* EXERCISE DESCRIPTION:
Each line in the listing is to be restated exactly.
Segment Start: DATA TO PROCESS
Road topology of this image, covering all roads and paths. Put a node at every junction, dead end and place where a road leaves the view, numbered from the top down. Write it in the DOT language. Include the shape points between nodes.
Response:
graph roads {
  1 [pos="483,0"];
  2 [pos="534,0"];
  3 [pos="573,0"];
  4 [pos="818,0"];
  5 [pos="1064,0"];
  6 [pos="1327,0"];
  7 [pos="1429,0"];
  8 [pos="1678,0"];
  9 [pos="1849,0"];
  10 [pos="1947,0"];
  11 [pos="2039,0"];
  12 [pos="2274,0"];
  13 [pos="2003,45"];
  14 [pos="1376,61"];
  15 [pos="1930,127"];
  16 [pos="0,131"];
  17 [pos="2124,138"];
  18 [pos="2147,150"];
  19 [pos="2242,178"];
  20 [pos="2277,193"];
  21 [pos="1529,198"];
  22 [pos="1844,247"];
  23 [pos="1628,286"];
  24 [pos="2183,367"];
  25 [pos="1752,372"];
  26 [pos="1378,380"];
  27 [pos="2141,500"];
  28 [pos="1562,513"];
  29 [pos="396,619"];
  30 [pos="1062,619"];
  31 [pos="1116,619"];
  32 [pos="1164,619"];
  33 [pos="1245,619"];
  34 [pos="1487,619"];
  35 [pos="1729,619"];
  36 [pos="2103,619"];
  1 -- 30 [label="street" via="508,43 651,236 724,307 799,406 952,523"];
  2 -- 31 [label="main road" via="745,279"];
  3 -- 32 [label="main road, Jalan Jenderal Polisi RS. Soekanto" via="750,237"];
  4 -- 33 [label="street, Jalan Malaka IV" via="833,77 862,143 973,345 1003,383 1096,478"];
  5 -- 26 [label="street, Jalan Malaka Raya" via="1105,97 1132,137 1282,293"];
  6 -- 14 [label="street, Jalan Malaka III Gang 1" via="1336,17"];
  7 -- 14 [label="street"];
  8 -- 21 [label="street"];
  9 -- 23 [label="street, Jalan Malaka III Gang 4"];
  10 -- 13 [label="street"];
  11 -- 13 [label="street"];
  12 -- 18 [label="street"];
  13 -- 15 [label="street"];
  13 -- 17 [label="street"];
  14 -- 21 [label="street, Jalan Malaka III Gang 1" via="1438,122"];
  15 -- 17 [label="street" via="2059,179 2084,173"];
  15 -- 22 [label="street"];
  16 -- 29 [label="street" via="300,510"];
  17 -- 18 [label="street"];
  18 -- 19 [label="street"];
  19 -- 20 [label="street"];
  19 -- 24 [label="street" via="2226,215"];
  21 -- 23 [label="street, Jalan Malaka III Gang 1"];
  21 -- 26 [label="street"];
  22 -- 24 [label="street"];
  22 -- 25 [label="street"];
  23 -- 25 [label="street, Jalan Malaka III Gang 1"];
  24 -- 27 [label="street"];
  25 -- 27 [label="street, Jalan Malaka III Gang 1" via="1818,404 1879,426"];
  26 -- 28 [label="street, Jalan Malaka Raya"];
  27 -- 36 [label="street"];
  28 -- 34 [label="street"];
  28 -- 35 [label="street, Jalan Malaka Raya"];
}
Segment End: DATA TO PROCESS
* TASK RESPONSE:
Road topology of this image, covering all roads and paths. Put a node at every junction, dead end and place where a road leaves the view, numbered from the top down. Write it in the DOT language. Include the shape points between nodes.
Response:
graph roads {
  1 [pos="483,0"];
  2 [pos="534,0"];
  3 [pos="573,0"];
  4 [pos="818,0"];
  5 [pos="1064,0"];
  6 [pos="1327,0"];
  7 [pos="1429,0"];
  8 [pos="1678,0"];
  9 [pos="1849,0"];
  10 [pos="1947,0"];
  11 [pos="2039,0"];
  12 [pos="2274,0"];
  13 [pos="2003,45"];
  14 [pos="1376,61"];
  15 [pos="1930,127"];
  16 [pos="0,131"];
  17 [pos="2124,138"];
  18 [pos="2147,150"];
  19 [pos="2242,178"];
  20 [pos="2277,193"];
  21 [pos="1529,198"];
  22 [pos="1844,247"];
  23 [pos="1628,286"];
  24 [pos="2183,367"];
  25 [pos="1752,372"];
  26 [pos="1378,380"];
  27 [pos="2141,500"];
  28 [pos="1562,513"];
  29 [pos="396,619"];
  30 [pos="1062,619"];
  31 [pos="1116,619"];
  32 [pos="1164,619"];
  33 [pos="1245,619"];
  34 [pos="1487,619"];
  35 [pos="1729,619"];
  36 [pos="2103,619"];
  1 -- 30 [label="street" via="508,43 651,236 724,307 799,406 952,523"];
  2 -- 31 [label="main road" via="745,279"];
  3 -- 32 [label="main road, Jalan Jenderal Polisi RS. Soekanto" via="750,237"];
  4 -- 33 [label="street, Jalan Malaka IV" via="833,77 862,143 973,345 1003,383 1096,478"];
  5 -- 26 [label="street, Jalan Malaka Raya" via="1105,97 1132,137 1282,293"];
  6 -- 14 [label="street, Jalan Malaka III Gang 1" via="1336,17"];
  7 -- 14 [label="street"];
  8 -- 21 [label="street"];
  9 -- 23 [label="street, Jalan Malaka III Gang 4"];
  10 -- 13 [label="street"];
  11 -- 13 [label="street"];
  12 -- 18 [label="street"];
  13 -- 15 [label="street"];
  13 -- 17 [label="street"];
  14 -- 21 [label="street, Jalan Malaka III Gang 1" via="1438,122"];
  15 -- 17 [label="street" via="2059,179 2084,173"];
  15 -- 22 [label="street"];
  16 -- 29 [label="street" via="300,510"];
  17 -- 18 [label="street"];
  18 -- 19 [label="street"];
  19 -- 20 [label="street"];
  19 -- 24 [label="street" via="2226,215"];
  21 -- 23 [label="street, Jalan Malaka III Gang 1"];
  21 -- 26 [label="street"];
  22 -- 24 [label="street"];
  22 -- 25 [label="street"];
  23 -- 25 [label="street, Jalan Malaka III Gang 1"];
  24 -- 27 [label="street"];
  25 -- 27 [label="street, Jalan Malaka III Gang 1" via="1818,404 1879,426"];
  26 -- 28 [label="street, Jalan Malaka Raya"];
  27 -- 36 [label="street"];
  28 -- 34 [label="street"];
  28 -- 35 [label="street, Jalan Malaka Raya"];
}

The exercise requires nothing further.